Stored items

##############################

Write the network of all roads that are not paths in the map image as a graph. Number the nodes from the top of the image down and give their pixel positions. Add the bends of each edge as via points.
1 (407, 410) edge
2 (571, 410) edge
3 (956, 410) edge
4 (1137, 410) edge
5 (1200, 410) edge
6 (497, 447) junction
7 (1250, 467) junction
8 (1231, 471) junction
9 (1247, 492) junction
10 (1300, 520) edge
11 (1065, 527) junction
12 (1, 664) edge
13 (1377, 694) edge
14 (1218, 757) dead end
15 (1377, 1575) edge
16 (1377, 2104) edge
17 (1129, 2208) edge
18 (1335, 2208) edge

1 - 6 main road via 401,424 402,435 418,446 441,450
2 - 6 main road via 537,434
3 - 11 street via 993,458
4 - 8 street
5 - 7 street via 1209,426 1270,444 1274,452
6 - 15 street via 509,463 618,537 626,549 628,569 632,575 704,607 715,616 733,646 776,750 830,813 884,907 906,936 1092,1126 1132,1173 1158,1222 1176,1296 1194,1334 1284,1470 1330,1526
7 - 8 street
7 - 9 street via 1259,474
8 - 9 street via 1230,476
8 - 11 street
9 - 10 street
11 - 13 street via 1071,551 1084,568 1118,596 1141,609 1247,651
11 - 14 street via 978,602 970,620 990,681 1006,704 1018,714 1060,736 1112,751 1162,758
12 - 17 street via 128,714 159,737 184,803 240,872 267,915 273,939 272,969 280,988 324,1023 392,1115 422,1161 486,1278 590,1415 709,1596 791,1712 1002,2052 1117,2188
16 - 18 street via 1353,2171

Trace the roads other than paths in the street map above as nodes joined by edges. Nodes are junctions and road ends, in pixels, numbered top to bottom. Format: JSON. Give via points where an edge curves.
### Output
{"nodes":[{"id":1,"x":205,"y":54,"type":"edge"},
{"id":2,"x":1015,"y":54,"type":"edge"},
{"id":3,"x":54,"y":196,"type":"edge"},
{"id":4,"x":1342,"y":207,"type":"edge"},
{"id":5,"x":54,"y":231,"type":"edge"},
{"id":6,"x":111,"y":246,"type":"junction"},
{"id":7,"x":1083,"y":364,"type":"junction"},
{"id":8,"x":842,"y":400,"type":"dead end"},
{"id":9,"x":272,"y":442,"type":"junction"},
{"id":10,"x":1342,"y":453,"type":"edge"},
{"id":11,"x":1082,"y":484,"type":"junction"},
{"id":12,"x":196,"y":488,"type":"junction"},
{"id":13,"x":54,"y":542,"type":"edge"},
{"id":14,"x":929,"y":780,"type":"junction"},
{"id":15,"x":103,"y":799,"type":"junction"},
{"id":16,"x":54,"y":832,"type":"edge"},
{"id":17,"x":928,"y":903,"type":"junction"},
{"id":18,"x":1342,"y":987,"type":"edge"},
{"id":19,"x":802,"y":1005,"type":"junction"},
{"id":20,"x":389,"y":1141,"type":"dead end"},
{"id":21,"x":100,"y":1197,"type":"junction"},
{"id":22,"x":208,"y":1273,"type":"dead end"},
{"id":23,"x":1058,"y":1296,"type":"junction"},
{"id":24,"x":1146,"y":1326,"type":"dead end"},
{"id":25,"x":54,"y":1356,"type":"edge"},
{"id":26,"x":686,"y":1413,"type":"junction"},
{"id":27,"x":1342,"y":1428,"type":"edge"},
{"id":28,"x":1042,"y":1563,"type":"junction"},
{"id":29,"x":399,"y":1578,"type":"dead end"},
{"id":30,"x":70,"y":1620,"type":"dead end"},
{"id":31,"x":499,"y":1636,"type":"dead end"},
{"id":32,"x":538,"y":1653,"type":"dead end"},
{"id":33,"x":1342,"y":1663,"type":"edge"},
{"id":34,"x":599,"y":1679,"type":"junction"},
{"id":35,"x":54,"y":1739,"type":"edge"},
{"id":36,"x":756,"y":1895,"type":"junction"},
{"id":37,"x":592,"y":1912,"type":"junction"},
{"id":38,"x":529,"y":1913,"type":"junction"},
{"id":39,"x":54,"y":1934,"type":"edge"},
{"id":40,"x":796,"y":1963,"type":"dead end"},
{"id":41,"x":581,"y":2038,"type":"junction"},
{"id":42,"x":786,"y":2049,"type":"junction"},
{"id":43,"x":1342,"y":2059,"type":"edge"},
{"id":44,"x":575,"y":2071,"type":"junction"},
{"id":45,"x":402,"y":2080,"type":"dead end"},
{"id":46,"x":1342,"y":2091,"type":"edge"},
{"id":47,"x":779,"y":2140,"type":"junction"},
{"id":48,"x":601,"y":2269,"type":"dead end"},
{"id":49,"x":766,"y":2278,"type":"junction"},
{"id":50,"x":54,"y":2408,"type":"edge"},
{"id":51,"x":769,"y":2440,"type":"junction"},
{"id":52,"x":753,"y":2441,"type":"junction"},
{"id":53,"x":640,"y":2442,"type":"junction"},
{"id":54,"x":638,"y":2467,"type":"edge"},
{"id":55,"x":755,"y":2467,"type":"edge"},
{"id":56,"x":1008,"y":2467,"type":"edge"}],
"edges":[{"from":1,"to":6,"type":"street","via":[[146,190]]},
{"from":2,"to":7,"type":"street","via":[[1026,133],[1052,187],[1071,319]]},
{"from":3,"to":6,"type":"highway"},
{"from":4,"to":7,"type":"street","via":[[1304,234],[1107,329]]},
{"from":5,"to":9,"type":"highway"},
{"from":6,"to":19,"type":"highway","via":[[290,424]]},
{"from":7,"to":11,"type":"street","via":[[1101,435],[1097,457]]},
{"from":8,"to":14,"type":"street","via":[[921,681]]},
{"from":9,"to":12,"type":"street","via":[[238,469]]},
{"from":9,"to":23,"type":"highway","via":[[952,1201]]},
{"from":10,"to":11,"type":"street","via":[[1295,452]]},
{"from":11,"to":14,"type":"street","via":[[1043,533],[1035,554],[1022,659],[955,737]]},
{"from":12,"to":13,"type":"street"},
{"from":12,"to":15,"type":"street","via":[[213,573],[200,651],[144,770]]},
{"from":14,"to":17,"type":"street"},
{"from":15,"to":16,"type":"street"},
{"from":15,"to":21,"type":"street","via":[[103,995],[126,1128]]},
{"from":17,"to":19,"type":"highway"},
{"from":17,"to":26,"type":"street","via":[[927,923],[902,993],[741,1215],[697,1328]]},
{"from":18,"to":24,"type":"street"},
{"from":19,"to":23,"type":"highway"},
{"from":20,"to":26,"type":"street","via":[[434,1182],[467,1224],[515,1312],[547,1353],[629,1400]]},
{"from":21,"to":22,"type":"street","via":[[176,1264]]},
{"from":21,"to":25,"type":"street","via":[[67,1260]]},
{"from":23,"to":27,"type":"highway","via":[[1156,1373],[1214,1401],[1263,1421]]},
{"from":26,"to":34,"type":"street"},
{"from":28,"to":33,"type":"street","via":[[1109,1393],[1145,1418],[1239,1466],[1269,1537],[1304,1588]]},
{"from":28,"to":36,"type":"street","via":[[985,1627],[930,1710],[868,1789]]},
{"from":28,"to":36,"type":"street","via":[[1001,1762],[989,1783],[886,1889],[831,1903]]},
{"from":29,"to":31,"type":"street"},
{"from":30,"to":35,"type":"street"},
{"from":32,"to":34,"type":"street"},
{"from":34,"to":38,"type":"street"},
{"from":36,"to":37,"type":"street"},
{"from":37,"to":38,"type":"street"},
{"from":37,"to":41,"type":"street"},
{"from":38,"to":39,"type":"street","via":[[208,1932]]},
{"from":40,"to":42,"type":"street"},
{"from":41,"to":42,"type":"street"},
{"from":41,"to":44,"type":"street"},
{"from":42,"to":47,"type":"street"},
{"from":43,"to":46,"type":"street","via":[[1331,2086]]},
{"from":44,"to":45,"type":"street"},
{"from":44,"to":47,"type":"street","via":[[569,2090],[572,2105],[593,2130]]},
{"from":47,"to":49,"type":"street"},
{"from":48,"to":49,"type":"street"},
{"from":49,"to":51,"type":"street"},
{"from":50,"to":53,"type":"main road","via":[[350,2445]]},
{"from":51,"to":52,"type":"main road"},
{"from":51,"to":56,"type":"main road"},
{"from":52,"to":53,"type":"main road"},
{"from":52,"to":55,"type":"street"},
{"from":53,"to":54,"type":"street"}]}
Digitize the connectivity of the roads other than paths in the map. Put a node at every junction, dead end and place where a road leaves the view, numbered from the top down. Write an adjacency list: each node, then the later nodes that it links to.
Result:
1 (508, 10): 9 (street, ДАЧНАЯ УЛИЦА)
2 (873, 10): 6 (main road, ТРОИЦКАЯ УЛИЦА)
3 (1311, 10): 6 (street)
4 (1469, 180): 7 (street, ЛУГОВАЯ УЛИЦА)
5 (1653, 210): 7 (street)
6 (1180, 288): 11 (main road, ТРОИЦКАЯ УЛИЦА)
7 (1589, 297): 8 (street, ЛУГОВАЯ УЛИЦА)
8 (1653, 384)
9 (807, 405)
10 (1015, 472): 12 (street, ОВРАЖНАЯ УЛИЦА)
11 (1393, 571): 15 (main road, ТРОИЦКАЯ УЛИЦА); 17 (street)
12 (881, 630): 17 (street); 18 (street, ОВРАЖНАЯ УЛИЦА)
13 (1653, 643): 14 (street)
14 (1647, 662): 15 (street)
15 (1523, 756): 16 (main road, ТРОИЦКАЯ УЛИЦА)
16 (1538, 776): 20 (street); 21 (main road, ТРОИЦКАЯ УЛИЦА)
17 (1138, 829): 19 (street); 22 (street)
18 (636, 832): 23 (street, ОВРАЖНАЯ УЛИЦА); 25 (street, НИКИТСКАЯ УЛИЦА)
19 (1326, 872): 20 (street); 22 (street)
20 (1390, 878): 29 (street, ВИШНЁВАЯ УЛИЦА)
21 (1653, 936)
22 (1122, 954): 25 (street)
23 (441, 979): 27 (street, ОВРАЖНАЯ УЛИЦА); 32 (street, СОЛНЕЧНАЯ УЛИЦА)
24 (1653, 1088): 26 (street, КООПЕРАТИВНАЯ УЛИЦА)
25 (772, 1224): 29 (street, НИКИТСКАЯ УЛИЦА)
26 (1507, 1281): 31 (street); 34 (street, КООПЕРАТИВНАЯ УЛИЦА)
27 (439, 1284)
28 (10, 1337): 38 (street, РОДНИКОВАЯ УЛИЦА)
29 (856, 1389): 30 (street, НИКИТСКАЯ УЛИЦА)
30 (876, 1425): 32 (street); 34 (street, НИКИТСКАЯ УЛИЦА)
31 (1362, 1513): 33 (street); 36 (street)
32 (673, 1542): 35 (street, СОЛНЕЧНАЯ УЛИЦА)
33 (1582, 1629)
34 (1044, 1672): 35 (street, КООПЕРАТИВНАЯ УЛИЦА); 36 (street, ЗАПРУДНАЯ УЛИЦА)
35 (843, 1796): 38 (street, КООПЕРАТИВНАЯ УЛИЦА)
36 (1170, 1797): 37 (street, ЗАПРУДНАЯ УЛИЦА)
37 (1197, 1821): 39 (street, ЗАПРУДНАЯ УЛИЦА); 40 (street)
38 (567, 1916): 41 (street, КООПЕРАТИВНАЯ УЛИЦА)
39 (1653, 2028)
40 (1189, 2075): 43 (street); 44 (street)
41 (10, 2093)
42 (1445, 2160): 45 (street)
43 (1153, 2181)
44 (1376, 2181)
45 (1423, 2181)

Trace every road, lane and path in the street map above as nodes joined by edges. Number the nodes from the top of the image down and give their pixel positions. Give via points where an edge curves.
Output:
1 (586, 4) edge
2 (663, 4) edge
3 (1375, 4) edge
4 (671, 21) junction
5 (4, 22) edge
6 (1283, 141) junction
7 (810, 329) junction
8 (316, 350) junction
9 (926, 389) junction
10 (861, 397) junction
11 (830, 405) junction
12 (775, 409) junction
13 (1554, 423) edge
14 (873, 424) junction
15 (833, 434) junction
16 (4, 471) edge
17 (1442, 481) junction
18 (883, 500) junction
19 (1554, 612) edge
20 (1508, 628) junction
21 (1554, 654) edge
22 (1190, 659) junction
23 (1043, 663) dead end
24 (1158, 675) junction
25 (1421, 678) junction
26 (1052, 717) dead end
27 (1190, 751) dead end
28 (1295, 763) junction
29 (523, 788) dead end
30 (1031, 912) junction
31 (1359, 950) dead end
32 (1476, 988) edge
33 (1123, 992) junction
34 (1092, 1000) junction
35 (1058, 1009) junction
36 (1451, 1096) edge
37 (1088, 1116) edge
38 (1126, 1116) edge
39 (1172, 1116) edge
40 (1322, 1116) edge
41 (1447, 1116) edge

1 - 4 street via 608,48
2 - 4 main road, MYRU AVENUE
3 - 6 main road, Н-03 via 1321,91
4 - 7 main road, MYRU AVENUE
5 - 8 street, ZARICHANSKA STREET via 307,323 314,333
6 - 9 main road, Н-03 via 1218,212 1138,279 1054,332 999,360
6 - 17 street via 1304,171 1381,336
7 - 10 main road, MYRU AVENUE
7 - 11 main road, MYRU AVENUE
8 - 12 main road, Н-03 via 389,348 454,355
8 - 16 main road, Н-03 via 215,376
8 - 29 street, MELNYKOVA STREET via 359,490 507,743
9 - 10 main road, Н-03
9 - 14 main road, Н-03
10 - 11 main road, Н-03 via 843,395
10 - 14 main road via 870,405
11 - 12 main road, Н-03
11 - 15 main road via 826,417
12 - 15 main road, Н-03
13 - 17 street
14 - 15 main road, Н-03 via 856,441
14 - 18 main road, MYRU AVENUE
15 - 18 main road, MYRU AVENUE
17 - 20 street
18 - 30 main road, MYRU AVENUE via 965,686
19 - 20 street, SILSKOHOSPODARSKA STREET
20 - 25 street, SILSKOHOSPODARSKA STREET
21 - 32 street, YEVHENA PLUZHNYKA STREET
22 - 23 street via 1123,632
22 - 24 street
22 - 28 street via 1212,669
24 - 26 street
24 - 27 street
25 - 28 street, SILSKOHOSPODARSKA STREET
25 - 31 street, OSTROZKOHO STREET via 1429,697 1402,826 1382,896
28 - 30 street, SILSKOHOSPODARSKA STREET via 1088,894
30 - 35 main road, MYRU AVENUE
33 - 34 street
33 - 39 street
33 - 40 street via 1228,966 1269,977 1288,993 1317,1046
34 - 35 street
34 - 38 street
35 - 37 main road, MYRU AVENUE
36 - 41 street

##############################

WHAT YOU SHOULD DO — Return each line among the entries that holds the word "joined".

ANSWER TO THE PROBLEM —
Trace the roads other than paths in the street map above as nodes joined by edges. Nodes are junctions and road ends, in pixels, numbered top to bottom. Format: JSON. Give via points where an edge curves.
Trace every road, lane and path in the street map above as nodes joined by edges. Number the nodes from the top of the image down and give their pixel positions. Give via points where an edge curves.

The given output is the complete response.